As we previously communicated, the mediator appointed to assist the university and AUFA as part of the bargaining process issued a report on March 24, 2022, containing recommended terms of settlement of a collective agreement. AUFA members voted on that recommendation by the mediator on March 29, 2022. AUFA has advised that 77% of AUFA members who voted rejected the mediator’s recommendations.

The mediator’s recommendations represented compromises made by both the university and AUFA, and were generated following many days of hard work by the mediator and both parties. The recommendations included recommended wage increases that were consistent with what has been achieved for other institutions in the province in this round of bargaining, such as at the University of Lethbridge.

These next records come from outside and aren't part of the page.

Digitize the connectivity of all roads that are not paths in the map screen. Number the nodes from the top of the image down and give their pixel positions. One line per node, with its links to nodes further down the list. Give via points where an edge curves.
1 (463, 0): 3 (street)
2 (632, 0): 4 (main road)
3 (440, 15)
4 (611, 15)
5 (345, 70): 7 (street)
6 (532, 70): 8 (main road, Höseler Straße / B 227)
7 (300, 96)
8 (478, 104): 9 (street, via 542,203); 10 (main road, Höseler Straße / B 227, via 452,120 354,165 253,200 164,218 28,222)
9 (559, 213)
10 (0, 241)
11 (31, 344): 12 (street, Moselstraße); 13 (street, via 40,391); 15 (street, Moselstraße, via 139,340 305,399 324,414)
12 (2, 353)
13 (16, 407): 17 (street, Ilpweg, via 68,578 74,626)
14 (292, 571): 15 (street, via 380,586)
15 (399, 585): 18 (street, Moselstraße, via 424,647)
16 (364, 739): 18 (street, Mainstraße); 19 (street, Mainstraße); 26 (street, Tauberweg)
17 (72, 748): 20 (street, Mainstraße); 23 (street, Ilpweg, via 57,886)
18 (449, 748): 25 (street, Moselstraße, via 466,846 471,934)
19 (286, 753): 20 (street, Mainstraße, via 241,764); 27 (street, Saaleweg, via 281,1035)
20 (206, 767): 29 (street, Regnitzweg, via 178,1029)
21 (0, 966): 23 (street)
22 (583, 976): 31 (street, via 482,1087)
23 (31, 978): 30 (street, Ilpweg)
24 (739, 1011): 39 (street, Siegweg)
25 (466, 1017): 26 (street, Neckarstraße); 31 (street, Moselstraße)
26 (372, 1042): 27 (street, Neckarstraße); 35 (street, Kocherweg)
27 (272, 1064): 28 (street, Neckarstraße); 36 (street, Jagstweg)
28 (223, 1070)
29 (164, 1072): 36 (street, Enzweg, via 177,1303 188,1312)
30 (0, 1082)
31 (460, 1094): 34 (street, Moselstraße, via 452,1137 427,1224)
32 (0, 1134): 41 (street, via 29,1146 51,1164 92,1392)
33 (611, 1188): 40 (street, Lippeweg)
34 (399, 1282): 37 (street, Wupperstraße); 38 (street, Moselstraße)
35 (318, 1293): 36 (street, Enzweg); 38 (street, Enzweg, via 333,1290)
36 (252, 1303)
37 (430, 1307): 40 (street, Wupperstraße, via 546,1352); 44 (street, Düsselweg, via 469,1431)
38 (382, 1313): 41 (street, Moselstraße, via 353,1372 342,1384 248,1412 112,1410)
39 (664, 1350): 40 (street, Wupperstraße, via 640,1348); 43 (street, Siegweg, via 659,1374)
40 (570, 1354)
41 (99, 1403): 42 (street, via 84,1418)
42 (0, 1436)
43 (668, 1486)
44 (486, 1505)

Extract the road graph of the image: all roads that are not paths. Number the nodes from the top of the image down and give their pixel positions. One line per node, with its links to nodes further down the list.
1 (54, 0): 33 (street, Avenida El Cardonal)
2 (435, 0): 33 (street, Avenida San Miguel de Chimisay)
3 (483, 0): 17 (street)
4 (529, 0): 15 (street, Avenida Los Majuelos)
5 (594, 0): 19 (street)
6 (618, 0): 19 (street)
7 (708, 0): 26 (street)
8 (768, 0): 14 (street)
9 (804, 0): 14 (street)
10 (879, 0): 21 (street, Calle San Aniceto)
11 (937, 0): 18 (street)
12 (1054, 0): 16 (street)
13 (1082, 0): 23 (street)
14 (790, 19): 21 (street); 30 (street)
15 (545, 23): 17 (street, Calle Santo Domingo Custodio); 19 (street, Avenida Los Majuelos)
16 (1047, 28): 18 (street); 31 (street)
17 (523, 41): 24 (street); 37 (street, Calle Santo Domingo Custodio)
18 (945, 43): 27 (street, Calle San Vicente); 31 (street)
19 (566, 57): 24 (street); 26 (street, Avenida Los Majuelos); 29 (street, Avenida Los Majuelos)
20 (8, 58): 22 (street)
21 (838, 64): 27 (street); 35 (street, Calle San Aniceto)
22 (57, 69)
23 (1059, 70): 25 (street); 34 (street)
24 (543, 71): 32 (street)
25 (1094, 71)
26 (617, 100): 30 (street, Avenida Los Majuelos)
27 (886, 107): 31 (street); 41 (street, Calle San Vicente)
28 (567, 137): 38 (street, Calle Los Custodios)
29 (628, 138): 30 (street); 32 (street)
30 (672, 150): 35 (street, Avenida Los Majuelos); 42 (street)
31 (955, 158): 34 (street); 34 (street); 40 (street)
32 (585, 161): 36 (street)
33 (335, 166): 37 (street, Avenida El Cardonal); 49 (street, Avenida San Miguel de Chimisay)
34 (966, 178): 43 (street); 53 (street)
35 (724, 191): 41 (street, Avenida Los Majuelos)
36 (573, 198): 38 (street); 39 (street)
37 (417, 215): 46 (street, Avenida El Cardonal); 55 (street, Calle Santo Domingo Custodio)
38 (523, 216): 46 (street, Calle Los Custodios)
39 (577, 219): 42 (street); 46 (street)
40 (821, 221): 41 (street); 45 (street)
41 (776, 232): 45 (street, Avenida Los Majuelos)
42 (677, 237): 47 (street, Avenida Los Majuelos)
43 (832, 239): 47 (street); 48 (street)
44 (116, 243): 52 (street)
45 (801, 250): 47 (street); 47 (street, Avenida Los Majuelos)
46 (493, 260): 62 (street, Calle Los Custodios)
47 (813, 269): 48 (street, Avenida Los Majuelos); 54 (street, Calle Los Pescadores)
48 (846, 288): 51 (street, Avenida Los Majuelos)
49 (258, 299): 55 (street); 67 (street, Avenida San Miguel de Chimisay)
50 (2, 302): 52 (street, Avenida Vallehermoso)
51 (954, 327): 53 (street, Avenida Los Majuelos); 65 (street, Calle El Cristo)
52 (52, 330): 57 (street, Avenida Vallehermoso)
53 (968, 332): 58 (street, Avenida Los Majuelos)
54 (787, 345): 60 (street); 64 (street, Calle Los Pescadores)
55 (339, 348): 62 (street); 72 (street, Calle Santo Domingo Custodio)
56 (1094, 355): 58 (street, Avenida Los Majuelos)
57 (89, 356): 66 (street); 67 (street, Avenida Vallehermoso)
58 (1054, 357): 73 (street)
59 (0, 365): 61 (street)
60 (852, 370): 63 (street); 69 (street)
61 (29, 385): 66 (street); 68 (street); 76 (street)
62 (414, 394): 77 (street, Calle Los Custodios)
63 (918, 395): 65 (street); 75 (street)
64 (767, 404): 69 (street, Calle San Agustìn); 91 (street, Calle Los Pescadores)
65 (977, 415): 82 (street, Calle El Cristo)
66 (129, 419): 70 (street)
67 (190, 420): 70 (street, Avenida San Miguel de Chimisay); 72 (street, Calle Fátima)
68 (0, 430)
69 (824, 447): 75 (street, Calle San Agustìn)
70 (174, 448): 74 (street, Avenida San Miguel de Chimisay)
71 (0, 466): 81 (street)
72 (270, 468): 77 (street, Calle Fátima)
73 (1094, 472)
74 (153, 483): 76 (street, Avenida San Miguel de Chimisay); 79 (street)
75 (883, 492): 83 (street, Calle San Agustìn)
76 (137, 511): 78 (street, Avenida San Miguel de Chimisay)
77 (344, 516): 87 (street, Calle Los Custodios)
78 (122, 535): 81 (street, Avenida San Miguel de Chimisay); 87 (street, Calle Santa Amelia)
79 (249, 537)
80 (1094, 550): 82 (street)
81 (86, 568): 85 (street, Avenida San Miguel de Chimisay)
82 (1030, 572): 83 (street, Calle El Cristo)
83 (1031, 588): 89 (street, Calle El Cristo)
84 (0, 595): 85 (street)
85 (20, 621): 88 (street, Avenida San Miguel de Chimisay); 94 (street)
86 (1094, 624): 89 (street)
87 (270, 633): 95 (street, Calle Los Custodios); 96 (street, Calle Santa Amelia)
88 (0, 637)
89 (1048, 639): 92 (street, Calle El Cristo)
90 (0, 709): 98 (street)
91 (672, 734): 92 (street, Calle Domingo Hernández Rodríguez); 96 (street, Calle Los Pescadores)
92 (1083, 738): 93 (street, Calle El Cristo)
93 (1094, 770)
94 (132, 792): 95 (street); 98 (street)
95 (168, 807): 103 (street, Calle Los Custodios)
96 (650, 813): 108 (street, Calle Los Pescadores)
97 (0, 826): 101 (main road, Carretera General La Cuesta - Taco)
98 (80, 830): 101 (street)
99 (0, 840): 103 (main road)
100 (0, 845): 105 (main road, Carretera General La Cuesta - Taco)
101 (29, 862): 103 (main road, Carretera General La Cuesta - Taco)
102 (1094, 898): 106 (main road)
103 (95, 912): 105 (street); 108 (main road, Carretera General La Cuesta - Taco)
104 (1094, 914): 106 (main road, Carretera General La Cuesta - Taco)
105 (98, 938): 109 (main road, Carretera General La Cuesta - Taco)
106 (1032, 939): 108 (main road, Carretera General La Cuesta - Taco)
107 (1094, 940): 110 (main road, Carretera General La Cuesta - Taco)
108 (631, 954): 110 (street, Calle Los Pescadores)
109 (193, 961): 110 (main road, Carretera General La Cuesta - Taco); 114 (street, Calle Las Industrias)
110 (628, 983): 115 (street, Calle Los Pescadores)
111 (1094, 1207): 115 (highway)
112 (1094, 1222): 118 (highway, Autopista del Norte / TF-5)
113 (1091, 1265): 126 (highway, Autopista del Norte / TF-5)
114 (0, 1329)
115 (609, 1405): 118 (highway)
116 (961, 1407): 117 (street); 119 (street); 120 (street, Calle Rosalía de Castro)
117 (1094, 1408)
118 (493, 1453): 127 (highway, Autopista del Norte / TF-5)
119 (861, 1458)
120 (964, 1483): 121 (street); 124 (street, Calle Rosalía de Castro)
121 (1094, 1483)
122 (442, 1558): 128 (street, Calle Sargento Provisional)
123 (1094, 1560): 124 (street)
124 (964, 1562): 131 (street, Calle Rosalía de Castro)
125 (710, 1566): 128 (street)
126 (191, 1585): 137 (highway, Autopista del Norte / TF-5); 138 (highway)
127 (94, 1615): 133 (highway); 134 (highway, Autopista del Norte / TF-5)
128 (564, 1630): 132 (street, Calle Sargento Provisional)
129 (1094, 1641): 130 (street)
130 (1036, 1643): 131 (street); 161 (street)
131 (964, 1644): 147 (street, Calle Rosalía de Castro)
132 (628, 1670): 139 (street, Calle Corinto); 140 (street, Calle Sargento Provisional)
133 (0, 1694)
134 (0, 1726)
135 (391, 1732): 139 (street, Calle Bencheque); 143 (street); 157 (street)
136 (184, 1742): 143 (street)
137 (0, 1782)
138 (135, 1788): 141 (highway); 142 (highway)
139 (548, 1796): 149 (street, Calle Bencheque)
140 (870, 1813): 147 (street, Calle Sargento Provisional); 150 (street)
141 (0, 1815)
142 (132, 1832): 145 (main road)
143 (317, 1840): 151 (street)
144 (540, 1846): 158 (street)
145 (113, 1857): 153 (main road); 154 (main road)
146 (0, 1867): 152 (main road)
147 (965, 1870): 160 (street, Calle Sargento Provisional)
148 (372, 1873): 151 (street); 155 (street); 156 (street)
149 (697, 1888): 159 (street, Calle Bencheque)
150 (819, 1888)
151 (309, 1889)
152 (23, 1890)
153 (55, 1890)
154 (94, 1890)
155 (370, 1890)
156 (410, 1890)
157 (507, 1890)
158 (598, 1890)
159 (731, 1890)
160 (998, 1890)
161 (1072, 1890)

Neither party was completely happy with the compromises in the mediator’s recommendations. For the university, it was understood that compromises made were those required to avoid a work stoppage, and the uncertainty that follows.

It is our understanding that AUFA members were told that a ‘no’ vote to the mediator’s recommendations amounted to a vote to find a better deal. We are disappointed to hear that this was the message communicated. This messaging is incongruent with the hours of work, difficult conversations, and compromises that lead to the mediator’s recommendations.

As has been the case since bargaining began, the university remains committed to a negotiated compromise to bargaining and would prefer to achieve that without the difficulty a work stoppage, like a strike, would bring.

With its rejection of the mediator’s recommendation, AUFA has also reapplied for a strike vote, which is scheduled to take place on April 4, 2022. If the vote proceeds as scheduled, voting would take place online over a 12-hour period. It is important that AUFA team members participate in this vote, as they did for the ratification vote. If AUFA receives the necessary support for a strike, then it has the power to initiate a strike on a minimum of 72-hours’ notice. A main concern for the university is avoiding any misunderstandings around the purpose of Monday’s strike vote.

A vote to strike is indeed a vote to strike. It is not a vote to find a better deal.

As we have communicated, if it becomes necessary, we will take steps to reduce the impact of any work stoppage on our learners, and more information about that will be coming shortly.

We regret that we all face this uncertainty. It is our hope that together we can come to a common understanding of what will work best for everyone involved.